> **PROMPT**:
Return the data below exactly as given, except for the images.

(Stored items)
────────
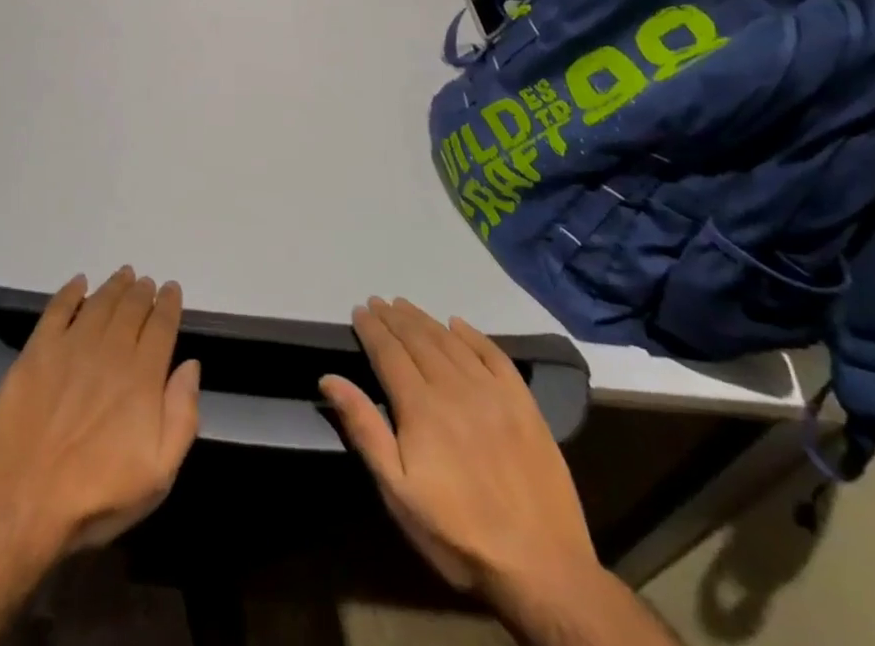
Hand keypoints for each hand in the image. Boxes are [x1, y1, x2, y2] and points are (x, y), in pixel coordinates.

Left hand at [0, 268, 200, 556]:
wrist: (23, 499)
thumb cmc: (96, 495)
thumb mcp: (158, 474)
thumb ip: (182, 416)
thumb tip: (191, 366)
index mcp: (142, 377)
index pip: (161, 327)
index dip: (168, 305)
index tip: (171, 289)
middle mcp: (110, 351)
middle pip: (131, 308)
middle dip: (142, 292)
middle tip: (146, 281)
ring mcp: (72, 345)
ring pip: (100, 302)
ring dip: (114, 286)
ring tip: (123, 275)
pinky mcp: (38, 349)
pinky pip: (58, 308)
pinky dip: (71, 291)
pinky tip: (79, 282)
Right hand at [321, 298, 598, 604]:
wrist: (544, 571)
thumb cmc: (458, 535)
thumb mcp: (398, 492)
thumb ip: (365, 430)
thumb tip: (330, 379)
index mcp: (421, 407)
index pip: (388, 352)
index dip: (371, 329)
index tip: (359, 311)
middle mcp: (455, 388)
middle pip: (418, 339)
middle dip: (394, 318)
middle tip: (378, 302)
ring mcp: (493, 393)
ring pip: (451, 342)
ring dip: (425, 320)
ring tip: (406, 307)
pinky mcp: (525, 405)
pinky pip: (494, 356)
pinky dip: (473, 335)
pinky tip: (458, 324)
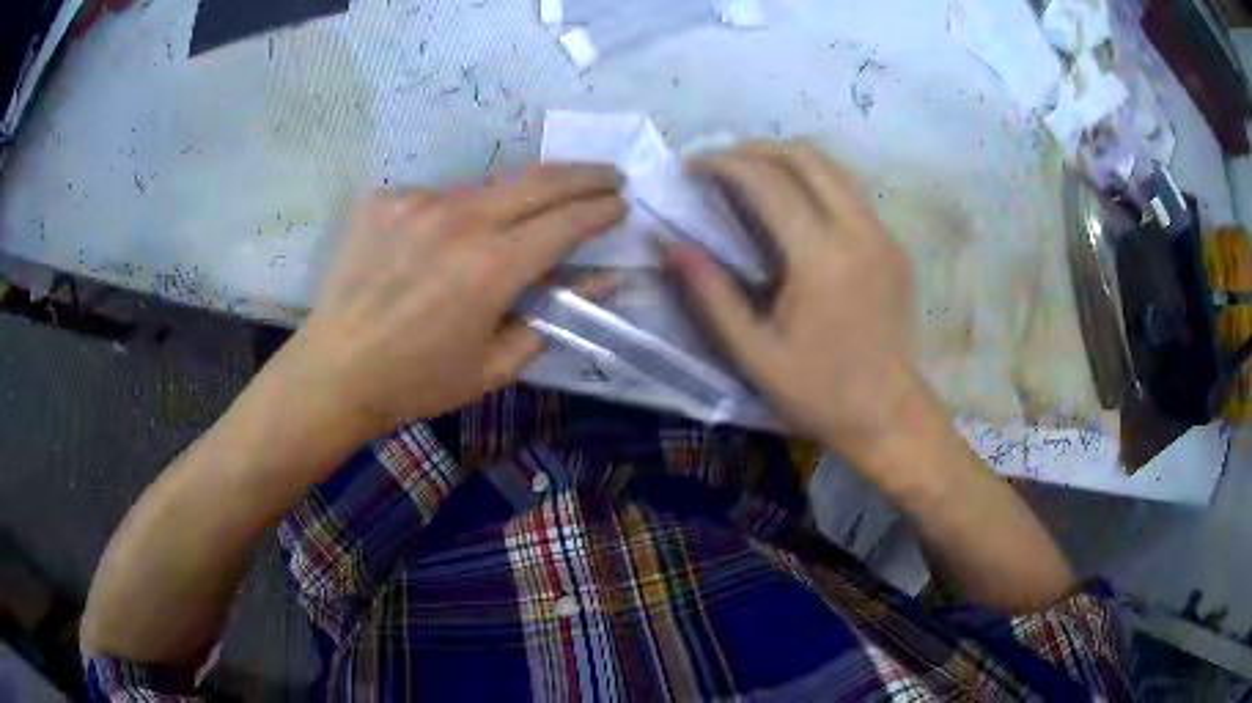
────────
> **SOLUTION TO THIS TASK**:
Hand keypoints for each hand in the image. Boxes are [x1, y1, x2, y2] and points are (x, y), in pixel coordinates.

Left hand at [0, 268, 200, 556]:
wrist: (23, 499)
thumb cmc: (96, 495)
thumb mcp: (158, 474)
thumb ip: (182, 416)
thumb tip: (191, 366)
index mcp: (142, 377)
index pip: (161, 327)
index dip: (168, 305)
index tip: (171, 289)
middle mcp: (110, 351)
middle pip: (131, 308)
middle dip: (142, 292)
middle tip: (146, 281)
ring mcp: (72, 345)
ring pip: (100, 302)
ring dip: (114, 286)
ring tip: (123, 275)
pinky mcp: (38, 349)
pinky pip: (58, 308)
pinky dip: (71, 291)
pinky tip: (79, 282)
Right hand at [321, 298, 598, 604]:
wrist: (544, 571)
thumb cmc: (458, 535)
thumb mcp: (398, 492)
thumb ip: (365, 430)
thumb tip: (330, 379)
index mcp: (421, 407)
index pip: (388, 352)
index dip: (371, 329)
index tip: (359, 311)
middle mcp: (455, 388)
middle pip: (418, 339)
middle dip: (394, 318)
middle tip: (378, 302)
ring mcp: (493, 393)
ring pip: (451, 342)
ring dip: (425, 320)
ring tip: (406, 307)
pinky mcp: (525, 405)
pinky pip: (494, 356)
pinky dip: (473, 335)
pinky tip: (458, 324)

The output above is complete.